The Ministry of Energy and Mines (MEM) of Nicaragua announced the publication of the new regulation for self-consumption and net metering (Normativa de Generación Distribuida Renovable para Autoconsumo) in the country’s official gazette.
With the publication of the new rules, it will now become possible for the owners of electricity generators from solar and renewable sources with a capacity of up to 5 MW to sell the surplus of energy that is not self-consumed to Nicaraguan distribution companies.
The new regulations establish the requirements, criteria, technical and commercial procedures that must be met by small power producers and the distribution companies to sign a net metering contract.
The electricity sold to the distributors will be paid at 80% of the lowest price of the reference band approved by the MEM. In a document published by the ministry in June, the reference band for solar had been indicated at about US$70 per MWh.
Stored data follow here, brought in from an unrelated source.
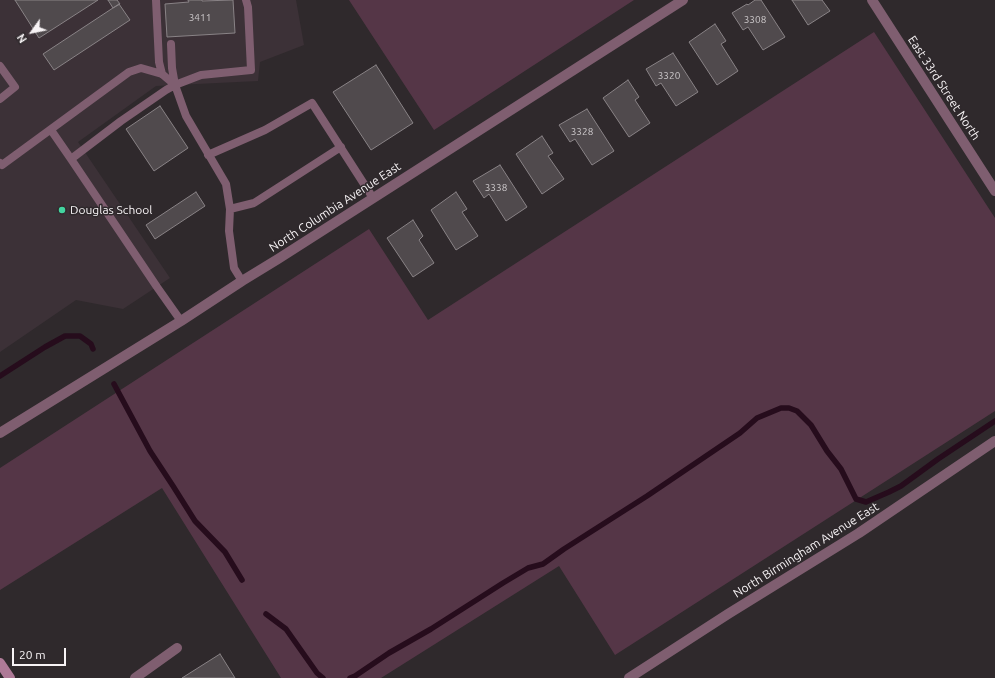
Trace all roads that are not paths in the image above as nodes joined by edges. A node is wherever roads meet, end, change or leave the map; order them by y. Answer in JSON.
{"nodes":[{"id":1,"x":156,"y":0,"type":"edge"},
{"id":2,"x":246,"y":0,"type":"edge"},
{"id":3,"x":683,"y":0,"type":"edge"},
{"id":4,"x":872,"y":0,"type":"edge"},
{"id":5,"x":171,"y":44,"type":"dead end"},
{"id":6,"x":0,"y":66,"type":"edge"},
{"id":7,"x":162,"y":74,"type":"junction"},
{"id":8,"x":175,"y":85,"type":"junction"},
{"id":9,"x":0,"y":99,"type":"edge"},
{"id":10,"x":51,"y":130,"type":"junction"},
{"id":11,"x":341,"y":147,"type":"junction"},
{"id":12,"x":208,"y":155,"type":"junction"},
{"id":13,"x":71,"y":159,"type":"junction"},
{"id":14,"x":0,"y":163,"type":"edge"},
{"id":15,"x":995,"y":190,"type":"edge"},
{"id":16,"x":373,"y":198,"type":"junction"},
{"id":17,"x":230,"y":209,"type":"junction"},
{"id":18,"x":242,"y":281,"type":"junction"},
{"id":19,"x":181,"y":321,"type":"junction"},
{"id":20,"x":0,"y":433,"type":"edge"},
{"id":21,"x":995,"y":441,"type":"edge"},
{"id":22,"x":177,"y":648,"type":"dead end"},
{"id":23,"x":0,"y":663,"type":"edge"},
{"id":24,"x":10,"y":678,"type":"edge"},
{"id":25,"x":136,"y":678,"type":"edge"},
{"id":26,"x":629,"y":678,"type":"edge"}],
"edges":[{"from":1,"to":7,"type":"lane"},
{"from":2,"to":8,"type":"lane"},
{"from":3,"to":16,"type":"street","name":"North Columbia Avenue East"},
{"from":4,"to":15,"type":"street","name":"East 33rd Street North"},
{"from":5,"to":8,"type":"lane"},
{"from":6,"to":9,"type":"lane"},
{"from":7,"to":8,"type":"lane"},
{"from":7,"to":10,"type":"lane"},
{"from":8,"to":12,"type":"lane"},
{"from":8,"to":13,"type":"lane"},
{"from":10,"to":13,"type":"lane"},
{"from":10,"to":14,"type":"lane"},
{"from":11,"to":12,"type":"lane"},
{"from":11,"to":16,"type":"lane"},
{"from":11,"to":17,"type":"lane"},
{"from":12,"to":17,"type":"lane"},
{"from":13,"to":19,"type":"lane"},
{"from":16,"to":18,"type":"street","name":"North Columbia Avenue East"},
{"from":17,"to":18,"type":"lane"},
{"from":18,"to":19,"type":"street","name":"North Columbia Avenue East"},
{"from":19,"to":20,"type":"street","name":"North Columbia Avenue East"},
{"from":21,"to":26,"type":"street","name":"North Birmingham Avenue East"},
{"from":22,"to":25,"type":"street"},
{"from":23,"to":24,"type":"main road"}]}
Previously that value was US$118 per MWh.
The new regulation was approved by the country’s Parliament in June. In the same month, Nicaraguan state-owned electric transmission company, Enatrel had announced a feasibility study for assessing how distributed power generation could impact on the Nicaraguan power system.
In December, the local Parliament also approved a reform of the Law 532 for the Promotion of Electric Generation with Renewable Sources, which extends the fiscal incentives for renewable energy for another five years.
Through its new renewables policies, the Nicaraguan government aims to increase the share of energy generation based on renewable energies from approximately 55% in 2018 to 64% in 2023, and 73% in 2030.